- Roll out the barrels, as in 10 Barrel’s new brewpubs in Denver, pictured and soon to open in San Diego. Photo by Kevin Gifford.
It could be difficult to imagine for the Bendites (and their dogs) who pack around the bonfire pit every weekend on Galveston Avenue, but 10 Barrel Brewing Company has become a brewery with a national presence, one that even rivals Deschutes in spots. This is thanks to two things: An A-B InBev-affiliated distribution market that takes Joe and Pray for Snow as far as Boston, and a series of brewpub launches in what can only be described as rock star locations.
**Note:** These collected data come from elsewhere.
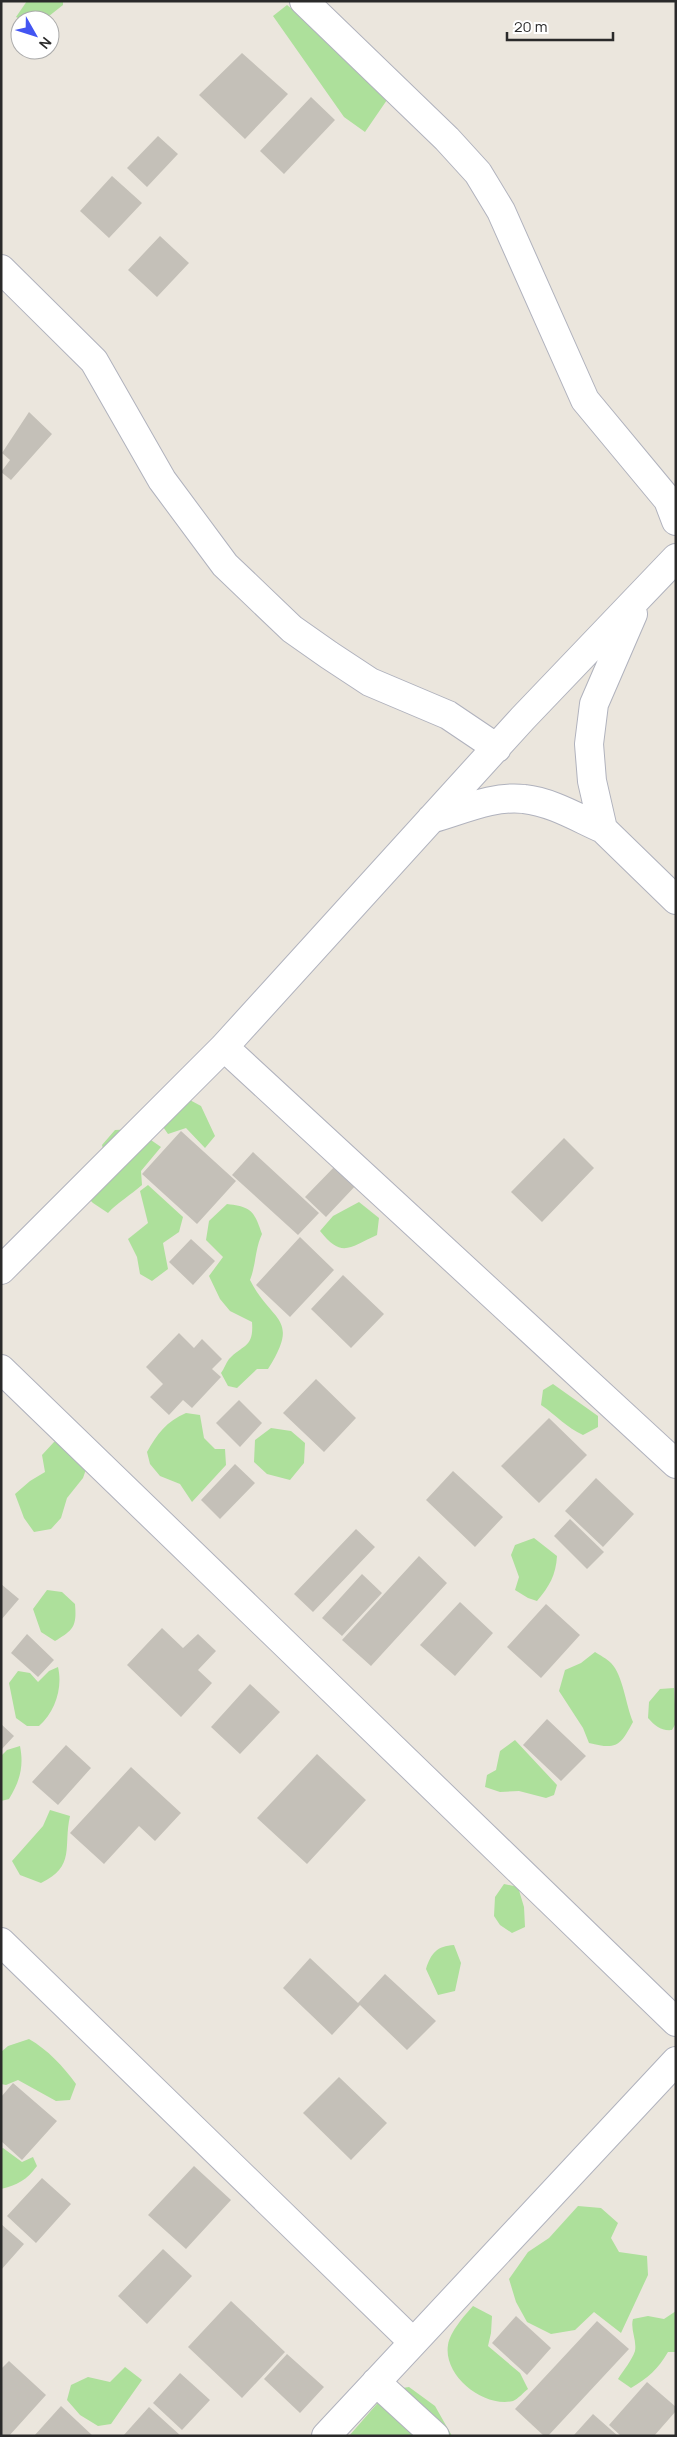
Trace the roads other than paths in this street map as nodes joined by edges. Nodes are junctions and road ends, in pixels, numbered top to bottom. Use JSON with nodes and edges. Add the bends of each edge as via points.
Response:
{"nodes":[{"id":1,"x":304,"y":1,"type":"edge"},
{"id":2,"x":1,"y":269,"type":"edge"},
{"id":3,"x":676,"y":521,"type":"edge"},
{"id":4,"x":676,"y":558,"type":"edge"},
{"id":5,"x":642,"y":594,"type":"junction"},
{"id":6,"x":497,"y":748,"type":"junction"},
{"id":7,"x":431,"y":819,"type":"junction"},
{"id":8,"x":603,"y":829,"type":"junction"},
{"id":9,"x":676,"y":900,"type":"edge"},
{"id":10,"x":224,"y":1047,"type":"junction"},
{"id":11,"x":1,"y":1270,"type":"edge"},
{"id":12,"x":1,"y":1369,"type":"edge"},
{"id":13,"x":676,"y":1464,"type":"edge"},
{"id":14,"x":1,"y":1942,"type":"edge"},
{"id":15,"x":676,"y":2022,"type":"edge"},
{"id":16,"x":676,"y":2061,"type":"edge"},
{"id":17,"x":414,"y":2342,"type":"junction"},
{"id":18,"x":376,"y":2382,"type":"junction"},
{"id":19,"x":326,"y":2436,"type":"edge"},
{"id":20,"x":434,"y":2436,"type":"edge"}],
"edges":[{"from":1,"to":3,"type":"street","via":[[478,173],[501,211],[585,400],[668,500]]},
{"from":2,"to":6,"type":"street","via":[[94,362],[162,480],[225,565],[292,629],[329,655],[370,682],[448,715]]},
{"from":4,"to":5,"type":"street"},
{"from":5,"to":6,"type":"street"},
{"from":5,"to":8,"type":"street","via":[[594,704],[590,723],[592,781]]},
{"from":6,"to":7,"type":"street"},
{"from":7,"to":8,"type":"street","via":[[495,801],[524,799],[554,807]]},
{"from":7,"to":10,"type":"street"},
{"from":8,"to":9,"type":"street"},
{"from":10,"to":11,"type":"street"},
{"from":10,"to":13,"type":"street"},
{"from":12,"to":15,"type":"street"},
{"from":14,"to":17,"type":"street"},
{"from":16,"to":17,"type":"street"},
{"from":17,"to":18,"type":"street"},
{"from":18,"to":19,"type":"street"},
{"from":18,"to":20,"type":"street"}]}
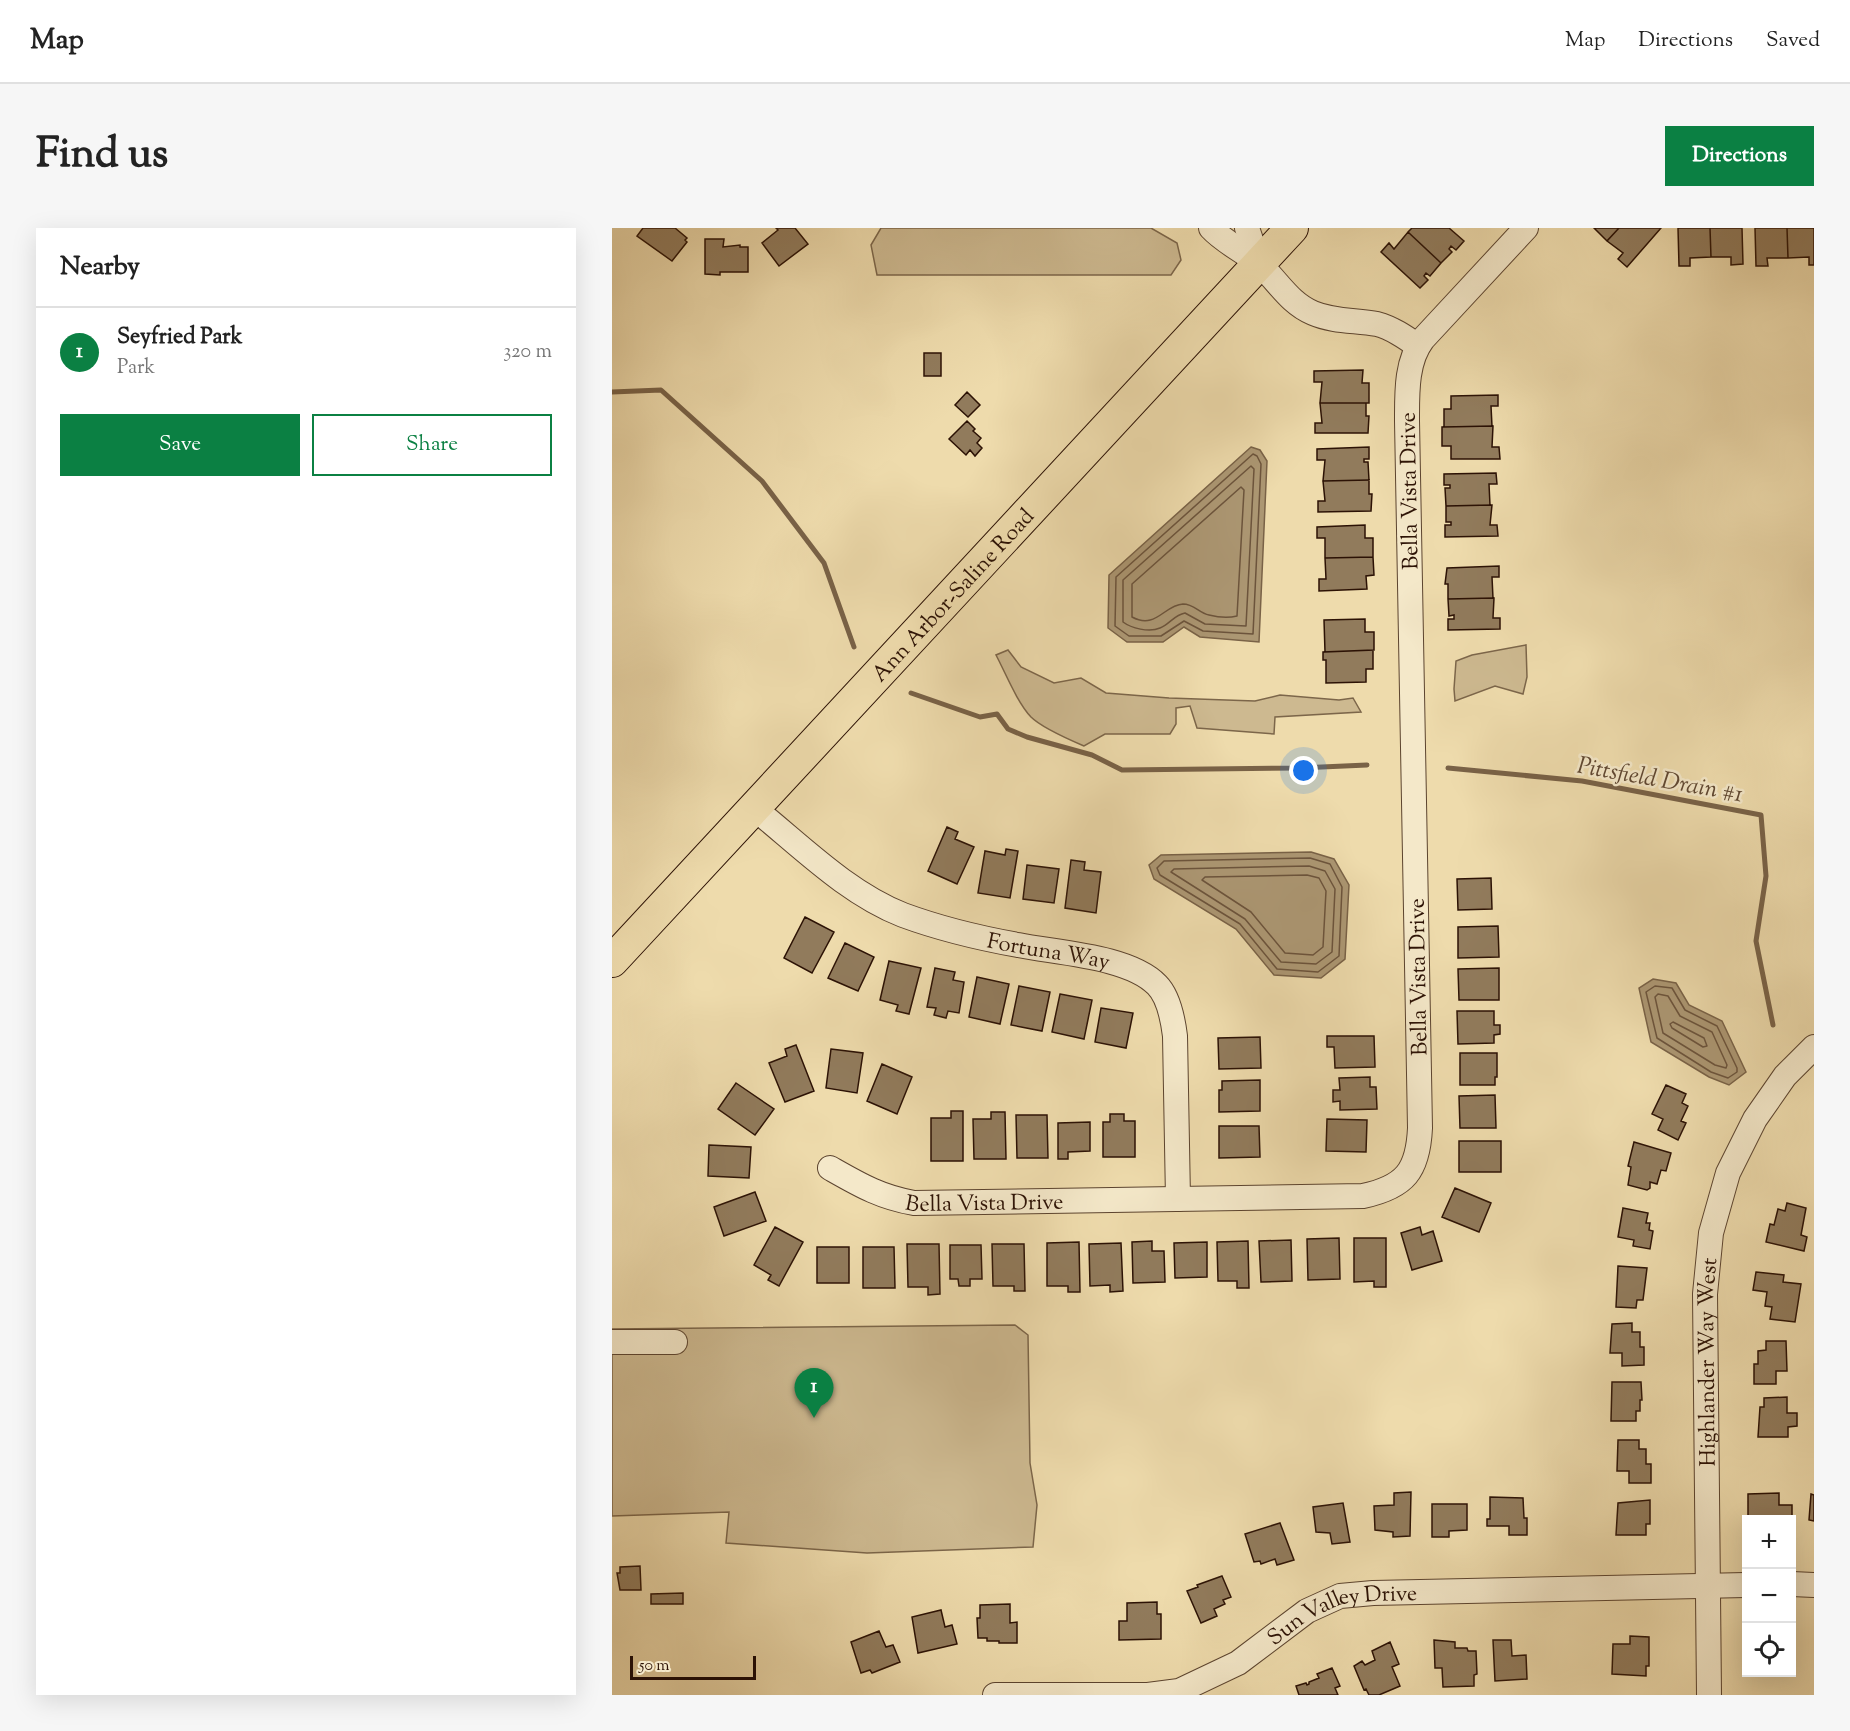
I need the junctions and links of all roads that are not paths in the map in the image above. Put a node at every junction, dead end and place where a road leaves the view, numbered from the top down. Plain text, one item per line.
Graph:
1 (1211, 228) edge
2 (1247, 228) edge
3 (1292, 228) edge
4 (1526, 228) edge
5 (1259, 264) junction
6 (1418, 346) junction
7 (755, 809) junction
8 (612, 962) edge
9 (1810, 1051) edge
10 (830, 1168) dead end
11 (1178, 1199) junction
12 (612, 1342) edge
13 (675, 1342) dead end
14 (1796, 1584) edge
15 (1707, 1585) junction
16 (1742, 1585) edge
17 (1814, 1585) edge
18 (995, 1695) edge
19 (1709, 1695) edge

1 - 5 street
2 - 5 street
3 - 5 main road, Ann Arbor-Saline Road
4 - 6 street, Bella Vista Drive
5 - 6 street
5 - 7 main road, Ann Arbor-Saline Road
6 - 11 street, Bella Vista Drive
7 - 8 main road, Ann Arbor-Saline Road
7 - 11 street, Fortuna Way
9 - 15 street, Highlander Way West
10 - 11 street, Bella Vista Drive
12 - 13 street
14 - 17 street
15 - 16 street, Sun Valley Drive
15 - 18 street, Sun Valley Drive
15 - 19 street, Highlander Way West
After opening new taprooms in Boise, Idaho, and Portland, over the past few years, 10 Barrel is poised to expand its real estate presence across the western United States. The grand opening for the Denver location was in late January, and a new spot in the East Village area of San Diego is set to launch any day now, despite some initial opposition from local brewers questioning InBev's brewery/distributor acquisition strategy.
The Denver brewpub is in the middle of the River North neighborhood, one undergoing what can only be described as late-state gentrification. A former derelict warehouse district east of Coors Field, RiNo is now home to luxury apartments, trendy bars and about a dozen craft beer and cider makers. These run the gamut from holes-in-the-wall such as Black Shirt and Beryl's to large production facilities including Great Divide and Epic Brewing. Even Blue Moon, the sort-of-craft label owned by Coors, operates a large tasting room here, with 24 taps of surprisingly fine beer made on-site.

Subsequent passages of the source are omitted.